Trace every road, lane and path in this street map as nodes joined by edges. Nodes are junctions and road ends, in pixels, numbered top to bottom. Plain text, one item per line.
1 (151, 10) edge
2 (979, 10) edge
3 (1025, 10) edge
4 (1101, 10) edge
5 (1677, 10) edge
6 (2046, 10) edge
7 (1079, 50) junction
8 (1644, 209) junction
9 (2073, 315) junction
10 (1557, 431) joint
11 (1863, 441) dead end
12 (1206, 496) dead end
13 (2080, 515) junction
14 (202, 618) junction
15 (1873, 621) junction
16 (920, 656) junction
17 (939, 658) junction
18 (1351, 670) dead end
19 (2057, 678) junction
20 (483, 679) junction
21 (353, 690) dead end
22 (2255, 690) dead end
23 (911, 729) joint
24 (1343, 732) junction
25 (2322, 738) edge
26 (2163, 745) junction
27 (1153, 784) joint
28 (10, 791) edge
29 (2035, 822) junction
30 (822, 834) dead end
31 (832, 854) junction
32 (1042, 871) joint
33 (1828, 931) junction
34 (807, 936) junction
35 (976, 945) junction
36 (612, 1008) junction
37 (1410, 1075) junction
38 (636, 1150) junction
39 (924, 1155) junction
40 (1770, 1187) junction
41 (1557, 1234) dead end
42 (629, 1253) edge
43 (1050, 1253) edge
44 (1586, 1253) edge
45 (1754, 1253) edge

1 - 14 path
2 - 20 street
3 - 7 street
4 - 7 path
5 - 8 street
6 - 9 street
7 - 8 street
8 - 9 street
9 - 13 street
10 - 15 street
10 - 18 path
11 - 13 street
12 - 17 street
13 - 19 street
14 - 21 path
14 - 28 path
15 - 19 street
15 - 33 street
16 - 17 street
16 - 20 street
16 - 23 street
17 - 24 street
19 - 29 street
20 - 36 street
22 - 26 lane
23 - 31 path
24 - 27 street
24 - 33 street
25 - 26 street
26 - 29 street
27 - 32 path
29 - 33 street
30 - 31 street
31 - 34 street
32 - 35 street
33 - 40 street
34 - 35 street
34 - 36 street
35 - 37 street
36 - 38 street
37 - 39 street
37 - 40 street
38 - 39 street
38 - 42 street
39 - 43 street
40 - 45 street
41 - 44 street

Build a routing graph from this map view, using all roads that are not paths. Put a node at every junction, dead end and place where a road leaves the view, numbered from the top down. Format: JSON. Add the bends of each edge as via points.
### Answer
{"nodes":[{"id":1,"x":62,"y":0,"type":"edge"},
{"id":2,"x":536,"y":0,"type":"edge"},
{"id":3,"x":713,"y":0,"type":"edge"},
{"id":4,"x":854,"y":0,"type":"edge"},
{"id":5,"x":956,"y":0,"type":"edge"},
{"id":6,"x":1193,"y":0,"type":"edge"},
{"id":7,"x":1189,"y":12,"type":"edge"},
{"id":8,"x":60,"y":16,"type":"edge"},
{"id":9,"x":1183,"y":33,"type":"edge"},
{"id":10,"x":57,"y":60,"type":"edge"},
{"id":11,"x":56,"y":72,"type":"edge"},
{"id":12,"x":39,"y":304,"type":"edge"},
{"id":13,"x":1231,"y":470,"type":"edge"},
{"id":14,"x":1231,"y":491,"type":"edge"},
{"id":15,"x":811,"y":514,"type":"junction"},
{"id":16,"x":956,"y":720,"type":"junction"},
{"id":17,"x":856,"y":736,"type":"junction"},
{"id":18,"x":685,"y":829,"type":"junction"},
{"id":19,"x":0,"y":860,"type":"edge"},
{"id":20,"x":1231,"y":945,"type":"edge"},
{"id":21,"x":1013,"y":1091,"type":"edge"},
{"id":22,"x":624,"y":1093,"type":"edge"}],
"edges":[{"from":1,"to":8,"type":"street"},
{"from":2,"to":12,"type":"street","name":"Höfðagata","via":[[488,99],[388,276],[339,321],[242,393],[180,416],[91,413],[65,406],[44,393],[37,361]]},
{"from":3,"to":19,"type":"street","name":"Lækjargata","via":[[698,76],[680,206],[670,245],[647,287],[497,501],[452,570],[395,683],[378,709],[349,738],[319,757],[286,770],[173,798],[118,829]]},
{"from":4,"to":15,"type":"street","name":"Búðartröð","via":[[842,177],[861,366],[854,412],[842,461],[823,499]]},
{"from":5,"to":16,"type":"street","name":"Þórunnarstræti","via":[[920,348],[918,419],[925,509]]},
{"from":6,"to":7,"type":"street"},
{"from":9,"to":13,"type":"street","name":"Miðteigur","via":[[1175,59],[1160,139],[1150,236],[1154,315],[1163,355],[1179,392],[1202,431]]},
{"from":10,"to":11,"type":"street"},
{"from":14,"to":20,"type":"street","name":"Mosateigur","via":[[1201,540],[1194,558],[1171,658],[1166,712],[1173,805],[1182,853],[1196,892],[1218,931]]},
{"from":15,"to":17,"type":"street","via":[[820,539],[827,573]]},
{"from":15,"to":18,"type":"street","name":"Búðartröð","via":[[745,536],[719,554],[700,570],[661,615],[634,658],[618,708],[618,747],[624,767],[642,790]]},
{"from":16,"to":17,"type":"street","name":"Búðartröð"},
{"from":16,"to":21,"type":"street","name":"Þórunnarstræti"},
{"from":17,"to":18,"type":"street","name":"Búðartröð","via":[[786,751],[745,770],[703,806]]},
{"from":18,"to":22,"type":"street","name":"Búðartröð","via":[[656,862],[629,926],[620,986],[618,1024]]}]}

● ● ● ●

**Your goal**
In the lines above, every record is to be repeated exactly.

**Solution for this exercise**
Trace every road, lane and path in this street map as nodes joined by edges. Nodes are junctions and road ends, in pixels, numbered top to bottom. Plain text, one item per line.
1 (151, 10) edge
2 (979, 10) edge
3 (1025, 10) edge
4 (1101, 10) edge
5 (1677, 10) edge
6 (2046, 10) edge
7 (1079, 50) junction
8 (1644, 209) junction
9 (2073, 315) junction
10 (1557, 431) joint
11 (1863, 441) dead end
12 (1206, 496) dead end
13 (2080, 515) junction
14 (202, 618) junction
15 (1873, 621) junction
16 (920, 656) junction
17 (939, 658) junction
18 (1351, 670) dead end
19 (2057, 678) junction
20 (483, 679) junction
21 (353, 690) dead end
22 (2255, 690) dead end
23 (911, 729) joint
24 (1343, 732) junction
25 (2322, 738) edge
26 (2163, 745) junction
27 (1153, 784) joint
28 (10, 791) edge
29 (2035, 822) junction
30 (822, 834) dead end
31 (832, 854) junction
32 (1042, 871) joint
33 (1828, 931) junction
34 (807, 936) junction
35 (976, 945) junction
36 (612, 1008) junction
37 (1410, 1075) junction
38 (636, 1150) junction
39 (924, 1155) junction
40 (1770, 1187) junction
41 (1557, 1234) dead end
42 (629, 1253) edge
43 (1050, 1253) edge
44 (1586, 1253) edge
45 (1754, 1253) edge

1 - 14 path
2 - 20 street
3 - 7 street
4 - 7 path
5 - 8 street
6 - 9 street
7 - 8 street
8 - 9 street
9 - 13 street
10 - 15 street
10 - 18 path
11 - 13 street
12 - 17 street
13 - 19 street
14 - 21 path
14 - 28 path
15 - 19 street
15 - 33 street
16 - 17 street
16 - 20 street
16 - 23 street
17 - 24 street
19 - 29 street
20 - 36 street
22 - 26 lane
23 - 31 path
24 - 27 street
24 - 33 street
25 - 26 street
26 - 29 street
27 - 32 path
29 - 33 street
30 - 31 street
31 - 34 street
32 - 35 street
33 - 40 street
34 - 35 street
34 - 36 street
35 - 37 street
36 - 38 street
37 - 39 street
37 - 40 street
38 - 39 street
38 - 42 street
39 - 43 street
40 - 45 street
41 - 44 street

Build a routing graph from this map view, using all roads that are not paths. Put a node at every junction, dead end and place where a road leaves the view, numbered from the top down. Format: JSON. Add the bends of each edge as via points.
### Answer
{"nodes":[{"id":1,"x":62,"y":0,"type":"edge"},
{"id":2,"x":536,"y":0,"type":"edge"},
{"id":3,"x":713,"y":0,"type":"edge"},
{"id":4,"x":854,"y":0,"type":"edge"},
{"id":5,"x":956,"y":0,"type":"edge"},
{"id":6,"x":1193,"y":0,"type":"edge"},
{"id":7,"x":1189,"y":12,"type":"edge"},
{"id":8,"x":60,"y":16,"type":"edge"},
{"id":9,"x":1183,"y":33,"type":"edge"},
{"id":10,"x":57,"y":60,"type":"edge"},
{"id":11,"x":56,"y":72,"type":"edge"},
{"id":12,"x":39,"y":304,"type":"edge"},
{"id":13,"x":1231,"y":470,"type":"edge"},
{"id":14,"x":1231,"y":491,"type":"edge"},
{"id":15,"x":811,"y":514,"type":"junction"},
{"id":16,"x":956,"y":720,"type":"junction"},
{"id":17,"x":856,"y":736,"type":"junction"},
{"id":18,"x":685,"y":829,"type":"junction"},
{"id":19,"x":0,"y":860,"type":"edge"},
{"id":20,"x":1231,"y":945,"type":"edge"},
{"id":21,"x":1013,"y":1091,"type":"edge"},
{"id":22,"x":624,"y":1093,"type":"edge"}],
"edges":[{"from":1,"to":8,"type":"street"},
{"from":2,"to":12,"type":"street","name":"Höfðagata","via":[[488,99],[388,276],[339,321],[242,393],[180,416],[91,413],[65,406],[44,393],[37,361]]},
{"from":3,"to":19,"type":"street","name":"Lækjargata","via":[[698,76],[680,206],[670,245],[647,287],[497,501],[452,570],[395,683],[378,709],[349,738],[319,757],[286,770],[173,798],[118,829]]},
{"from":4,"to":15,"type":"street","name":"Búðartröð","via":[[842,177],[861,366],[854,412],[842,461],[823,499]]},
{"from":5,"to":16,"type":"street","name":"Þórunnarstræti","via":[[920,348],[918,419],[925,509]]},
{"from":6,"to":7,"type":"street"},
{"from":9,"to":13,"type":"street","name":"Miðteigur","via":[[1175,59],[1160,139],[1150,236],[1154,315],[1163,355],[1179,392],[1202,431]]},
{"from":10,"to":11,"type":"street"},
{"from":14,"to":20,"type":"street","name":"Mosateigur","via":[[1201,540],[1194,558],[1171,658],[1166,712],[1173,805],[1182,853],[1196,892],[1218,931]]},
{"from":15,"to":17,"type":"street","via":[[820,539],[827,573]]},
{"from":15,"to":18,"type":"street","name":"Búðartröð","via":[[745,536],[719,554],[700,570],[661,615],[634,658],[618,708],[618,747],[624,767],[642,790]]},
{"from":16,"to":17,"type":"street","name":"Búðartröð"},
{"from":16,"to":21,"type":"street","name":"Þórunnarstræti"},
{"from":17,"to":18,"type":"street","name":"Búðartröð","via":[[786,751],[745,770],[703,806]]},
{"from":18,"to":22,"type":"street","name":"Búðartröð","via":[[656,862],[629,926],[620,986],[618,1024]]}]}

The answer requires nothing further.